> [TASK] Keep the wording of each record exactly the same when you repeat it, and leave out pictures.

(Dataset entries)
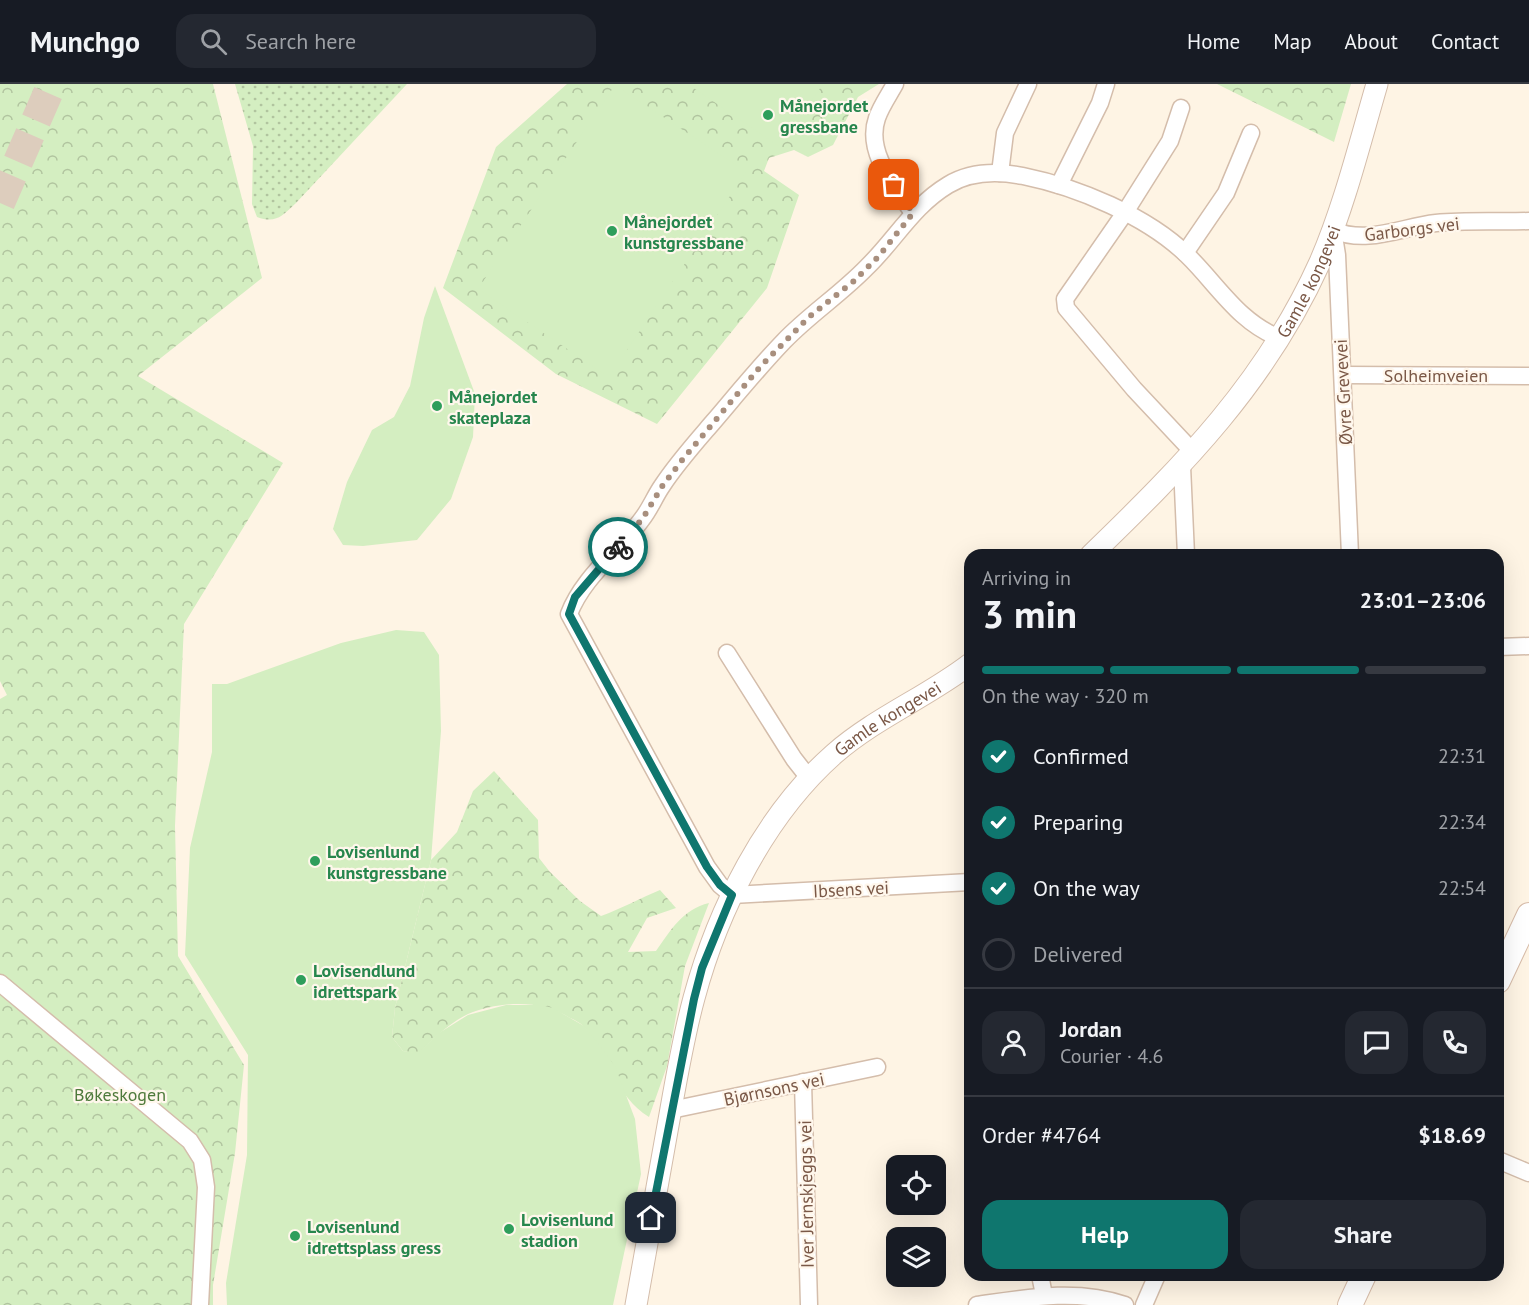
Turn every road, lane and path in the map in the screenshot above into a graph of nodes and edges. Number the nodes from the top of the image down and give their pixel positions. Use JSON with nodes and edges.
{"nodes":[{"id":1,"x":895,"y":84,"type":"edge"},
{"id":2,"x":1028,"y":84,"type":"edge"},
{"id":3,"x":1106,"y":84,"type":"edge"},
{"id":4,"x":1377,"y":84,"type":"edge"},
{"id":5,"x":1181,"y":108,"type":"dead end"},
{"id":6,"x":1251,"y":133,"type":"dead end"},
{"id":7,"x":1000,"y":173,"type":"junction"},
{"id":8,"x":1059,"y":185,"type":"junction"},
{"id":9,"x":913,"y":213,"type":"junction"},
{"id":10,"x":1124,"y":214,"type":"junction"},
{"id":11,"x":1529,"y":221,"type":"edge"},
{"id":12,"x":1333,"y":230,"type":"junction"},
{"id":13,"x":1185,"y":253,"type":"junction"},
{"id":14,"x":1280,"y":338,"type":"junction"},
{"id":15,"x":1343,"y":375,"type":"junction"},
{"id":16,"x":1529,"y":376,"type":"edge"},
{"id":17,"x":1187,"y":459,"type":"junction"},
{"id":18,"x":1097,"y":549,"type":"edge"},
{"id":19,"x":1186,"y":549,"type":"edge"},
{"id":20,"x":1350,"y":549,"type":"edge"},
{"id":21,"x":1529,"y":646,"type":"edge"},
{"id":22,"x":1504,"y":647,"type":"edge"},
{"id":23,"x":727,"y":653,"type":"dead end"},
{"id":24,"x":964,"y":672,"type":"edge"},
{"id":25,"x":809,"y":778,"type":"junction"},
{"id":26,"x":964,"y":882,"type":"edge"},
{"id":27,"x":732,"y":895,"type":"junction"},
{"id":28,"x":1529,"y":915,"type":"edge"},
{"id":29,"x":1504,"y":968,"type":"edge"},
{"id":30,"x":0,"y":983,"type":"edge"},
{"id":31,"x":877,"y":1067,"type":"dead end"},
{"id":32,"x":803,"y":1082,"type":"junction"},
{"id":33,"x":671,"y":1110,"type":"junction"},
{"id":34,"x":1504,"y":1163,"type":"edge"},
{"id":35,"x":1529,"y":1173,"type":"edge"},
{"id":36,"x":1041,"y":1281,"type":"edge"},
{"id":37,"x":1154,"y":1281,"type":"edge"},
{"id":38,"x":1361,"y":1281,"type":"edge"},
{"id":39,"x":1044,"y":1295,"type":"junction"},
{"id":40,"x":988,"y":1304,"type":"edge"},
{"id":41,"x":200,"y":1305,"type":"edge"},
{"id":42,"x":636,"y":1305,"type":"edge"},
{"id":43,"x":809,"y":1305,"type":"edge"},
{"id":44,"x":1125,"y":1305,"type":"edge"},
{"id":45,"x":1144,"y":1305,"type":"edge"},
{"id":46,"x":1350,"y":1305,"type":"edge"}],
"edges":[{"from":1,"to":9,"type":"street"},
{"from":2,"to":7,"type":"street"},
{"from":3,"to":8,"type":"street"},
{"from":4,"to":12,"type":"street","name":"Gamle kongevei"},
{"from":5,"to":10,"type":"street"},
{"from":6,"to":13,"type":"street"},
{"from":7,"to":8,"type":"street"},
{"from":7,"to":9,"type":"street"},
{"from":8,"to":10,"type":"street"},
{"from":9,"to":27,"type":"street"},
{"from":10,"to":13,"type":"street"},
{"from":10,"to":17,"type":"street"},
{"from":11,"to":12,"type":"street","name":"Garborgs vei"},
{"from":12,"to":14,"type":"street","name":"Gamle kongevei"},
{"from":12,"to":15,"type":"street","name":"Øvre Grevevei"},
{"from":13,"to":14,"type":"street"},
{"from":14,"to":17,"type":"street","name":"Gamle kongevei"},
{"from":15,"to":16,"type":"street","name":"Solheimveien"},
{"from":15,"to":20,"type":"street","name":"Øvre Grevevei"},
{"from":17,"to":18,"type":"street","name":"Gamle kongevei"},
{"from":17,"to":19,"type":"street"},
{"from":21,"to":22,"type":"street"},
{"from":23,"to":25,"type":"street"},
{"from":24,"to":25,"type":"street","name":"Gamle kongevei"},
{"from":25,"to":27,"type":"street","name":"Gamle kongevei"},
{"from":26,"to":27,"type":"street","name":"Ibsens vei"},
{"from":27,"to":33,"type":"street","name":"Gamle kongevei"},
{"from":28,"to":29,"type":"main road"},
{"from":30,"to":41,"type":"street"},
{"from":31,"to":32,"type":"street","name":"Bjørnsons vei"},
{"from":32,"to":33,"type":"street","name":"Bjørnsons vei"},
{"from":32,"to":43,"type":"street","name":"Iver Jernskjeggs vei"},
{"from":33,"to":42,"type":"street","name":"Gamle kongevei"},
{"from":34,"to":35,"type":"street"},
{"from":36,"to":39,"type":"street"},
{"from":37,"to":45,"type":"street"},
{"from":38,"to":46,"type":"main road"},
{"from":39,"to":40,"type":"street"},
{"from":39,"to":44,"type":"street"}]}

> [ANSWER TO THE EXERCISE]
Turn every road, lane and path in the map in the screenshot above into a graph of nodes and edges. Number the nodes from the top of the image down and give their pixel positions. Use JSON with nodes and edges.
{"nodes":[{"id":1,"x":895,"y":84,"type":"edge"},
{"id":2,"x":1028,"y":84,"type":"edge"},
{"id":3,"x":1106,"y":84,"type":"edge"},
{"id":4,"x":1377,"y":84,"type":"edge"},
{"id":5,"x":1181,"y":108,"type":"dead end"},
{"id":6,"x":1251,"y":133,"type":"dead end"},
{"id":7,"x":1000,"y":173,"type":"junction"},
{"id":8,"x":1059,"y":185,"type":"junction"},
{"id":9,"x":913,"y":213,"type":"junction"},
{"id":10,"x":1124,"y":214,"type":"junction"},
{"id":11,"x":1529,"y":221,"type":"edge"},
{"id":12,"x":1333,"y":230,"type":"junction"},
{"id":13,"x":1185,"y":253,"type":"junction"},
{"id":14,"x":1280,"y":338,"type":"junction"},
{"id":15,"x":1343,"y":375,"type":"junction"},
{"id":16,"x":1529,"y":376,"type":"edge"},
{"id":17,"x":1187,"y":459,"type":"junction"},
{"id":18,"x":1097,"y":549,"type":"edge"},
{"id":19,"x":1186,"y":549,"type":"edge"},
{"id":20,"x":1350,"y":549,"type":"edge"},
{"id":21,"x":1529,"y":646,"type":"edge"},
{"id":22,"x":1504,"y":647,"type":"edge"},
{"id":23,"x":727,"y":653,"type":"dead end"},
{"id":24,"x":964,"y":672,"type":"edge"},
{"id":25,"x":809,"y":778,"type":"junction"},
{"id":26,"x":964,"y":882,"type":"edge"},
{"id":27,"x":732,"y":895,"type":"junction"},
{"id":28,"x":1529,"y":915,"type":"edge"},
{"id":29,"x":1504,"y":968,"type":"edge"},
{"id":30,"x":0,"y":983,"type":"edge"},
{"id":31,"x":877,"y":1067,"type":"dead end"},
{"id":32,"x":803,"y":1082,"type":"junction"},
{"id":33,"x":671,"y":1110,"type":"junction"},
{"id":34,"x":1504,"y":1163,"type":"edge"},
{"id":35,"x":1529,"y":1173,"type":"edge"},
{"id":36,"x":1041,"y":1281,"type":"edge"},
{"id":37,"x":1154,"y":1281,"type":"edge"},
{"id":38,"x":1361,"y":1281,"type":"edge"},
{"id":39,"x":1044,"y":1295,"type":"junction"},
{"id":40,"x":988,"y":1304,"type":"edge"},
{"id":41,"x":200,"y":1305,"type":"edge"},
{"id":42,"x":636,"y":1305,"type":"edge"},
{"id":43,"x":809,"y":1305,"type":"edge"},
{"id":44,"x":1125,"y":1305,"type":"edge"},
{"id":45,"x":1144,"y":1305,"type":"edge"},
{"id":46,"x":1350,"y":1305,"type":"edge"}],
"edges":[{"from":1,"to":9,"type":"street"},
{"from":2,"to":7,"type":"street"},
{"from":3,"to":8,"type":"street"},
{"from":4,"to":12,"type":"street","name":"Gamle kongevei"},
{"from":5,"to":10,"type":"street"},
{"from":6,"to":13,"type":"street"},
{"from":7,"to":8,"type":"street"},
{"from":7,"to":9,"type":"street"},
{"from":8,"to":10,"type":"street"},
{"from":9,"to":27,"type":"street"},
{"from":10,"to":13,"type":"street"},
{"from":10,"to":17,"type":"street"},
{"from":11,"to":12,"type":"street","name":"Garborgs vei"},
{"from":12,"to":14,"type":"street","name":"Gamle kongevei"},
{"from":12,"to":15,"type":"street","name":"Øvre Grevevei"},
{"from":13,"to":14,"type":"street"},
{"from":14,"to":17,"type":"street","name":"Gamle kongevei"},
{"from":15,"to":16,"type":"street","name":"Solheimveien"},
{"from":15,"to":20,"type":"street","name":"Øvre Grevevei"},
{"from":17,"to":18,"type":"street","name":"Gamle kongevei"},
{"from":17,"to":19,"type":"street"},
{"from":21,"to":22,"type":"street"},
{"from":23,"to":25,"type":"street"},
{"from":24,"to":25,"type":"street","name":"Gamle kongevei"},
{"from":25,"to":27,"type":"street","name":"Gamle kongevei"},
{"from":26,"to":27,"type":"street","name":"Ibsens vei"},
{"from":27,"to":33,"type":"street","name":"Gamle kongevei"},
{"from":28,"to":29,"type":"main road"},
{"from":30,"to":41,"type":"street"},
{"from":31,"to":32,"type":"street","name":"Bjørnsons vei"},
{"from":32,"to":33,"type":"street","name":"Bjørnsons vei"},
{"from":32,"to":43,"type":"street","name":"Iver Jernskjeggs vei"},
{"from":33,"to":42,"type":"street","name":"Gamle kongevei"},
{"from":34,"to":35,"type":"street"},
{"from":36,"to":39,"type":"street"},
{"from":37,"to":45,"type":"street"},
{"from":38,"to":46,"type":"main road"},
{"from":39,"to":40,"type":"street"},
{"from":39,"to":44,"type":"street"}]}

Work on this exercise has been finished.